● Supplied data
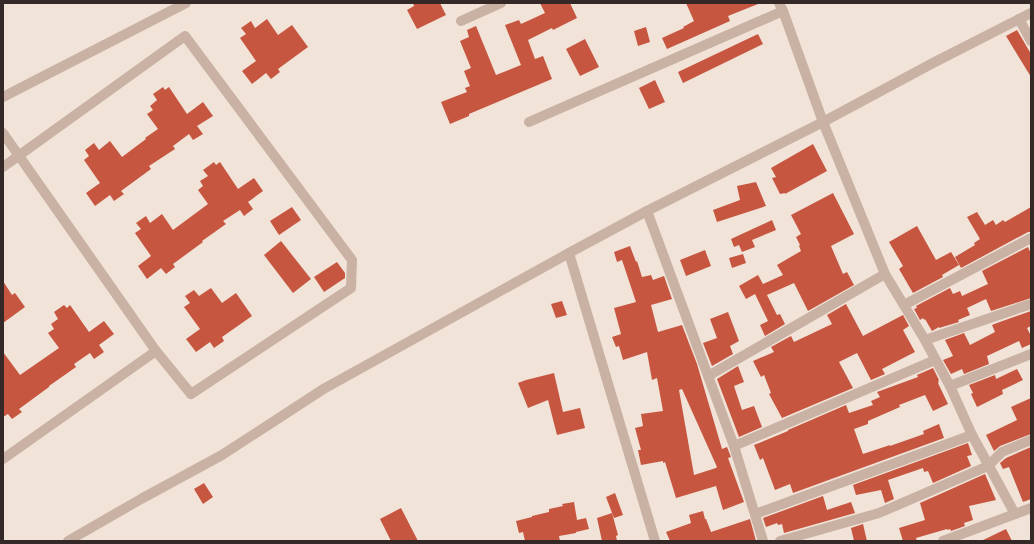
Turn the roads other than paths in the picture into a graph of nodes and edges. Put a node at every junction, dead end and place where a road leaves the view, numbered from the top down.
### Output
1 (186, 3) edge
2 (501, 3) edge
3 (781, 7) edge
4 (1031, 13) edge
5 (1019, 19) junction
6 (461, 21) dead end
7 (1031, 41) edge
8 (3, 98) edge
9 (529, 122) dead end
10 (823, 122) junction
11 (3, 133) edge
12 (18, 156) junction
13 (3, 167) edge
14 (648, 211) junction
15 (1031, 238) edge
16 (569, 253) junction
17 (885, 274) junction
18 (1031, 304) edge
19 (904, 305) junction
20 (925, 340) junction
21 (156, 351) junction
22 (1031, 354) edge
23 (935, 360) junction
24 (708, 376) junction
25 (950, 386) junction
26 (972, 436) junction
27 (1031, 440) edge
28 (734, 446) junction
29 (3, 459) edge
30 (988, 466) junction
31 (1031, 508) edge
32 (755, 514) junction
33 (1014, 514) junction
34 (68, 541) edge
35 (655, 541) edge
36 (763, 541) edge
37 (780, 541) edge
38 (943, 541) edge

1 - 8 street
2 - 6 street
3 - 9 street
3 - 10 street
4 - 5 street
5 - 7 street
5 - 10 street
10 - 14 street
10 - 17 street
11 - 12 street
12 - 13 street
12 - 21 street
12 - 21 street
14 - 16 street
14 - 24 street
15 - 19 street
16 - 34 street
16 - 35 street
17 - 19 street
17 - 24 street
18 - 20 street
19 - 20 street
20 - 23 street
21 - 29 street
22 - 25 street
23 - 25 street
23 - 28 street
24 - 28 street
25 - 26 street
26 - 30 street
26 - 32 street
27 - 30 street
28 - 32 street
30 - 33 street
30 - 37 street
31 - 33 street
32 - 36 street
33 - 38 street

● Your objective
Leave out the pictures and reproduce the rest of the records exactly.

● Your response
Turn the roads other than paths in the picture into a graph of nodes and edges. Put a node at every junction, dead end and place where a road leaves the view, numbered from the top down.
### Output
1 (186, 3) edge
2 (501, 3) edge
3 (781, 7) edge
4 (1031, 13) edge
5 (1019, 19) junction
6 (461, 21) dead end
7 (1031, 41) edge
8 (3, 98) edge
9 (529, 122) dead end
10 (823, 122) junction
11 (3, 133) edge
12 (18, 156) junction
13 (3, 167) edge
14 (648, 211) junction
15 (1031, 238) edge
16 (569, 253) junction
17 (885, 274) junction
18 (1031, 304) edge
19 (904, 305) junction
20 (925, 340) junction
21 (156, 351) junction
22 (1031, 354) edge
23 (935, 360) junction
24 (708, 376) junction
25 (950, 386) junction
26 (972, 436) junction
27 (1031, 440) edge
28 (734, 446) junction
29 (3, 459) edge
30 (988, 466) junction
31 (1031, 508) edge
32 (755, 514) junction
33 (1014, 514) junction
34 (68, 541) edge
35 (655, 541) edge
36 (763, 541) edge
37 (780, 541) edge
38 (943, 541) edge

1 - 8 street
2 - 6 street
3 - 9 street
3 - 10 street
4 - 5 street
5 - 7 street
5 - 10 street
10 - 14 street
10 - 17 street
11 - 12 street
12 - 13 street
12 - 21 street
12 - 21 street
14 - 16 street
14 - 24 street
15 - 19 street
16 - 34 street
16 - 35 street
17 - 19 street
17 - 24 street
18 - 20 street
19 - 20 street
20 - 23 street
21 - 29 street
22 - 25 street
23 - 25 street
23 - 28 street
24 - 28 street
25 - 26 street
26 - 30 street
26 - 32 street
27 - 30 street
28 - 32 street
30 - 33 street
30 - 37 street
31 - 33 street
32 - 36 street
33 - 38 street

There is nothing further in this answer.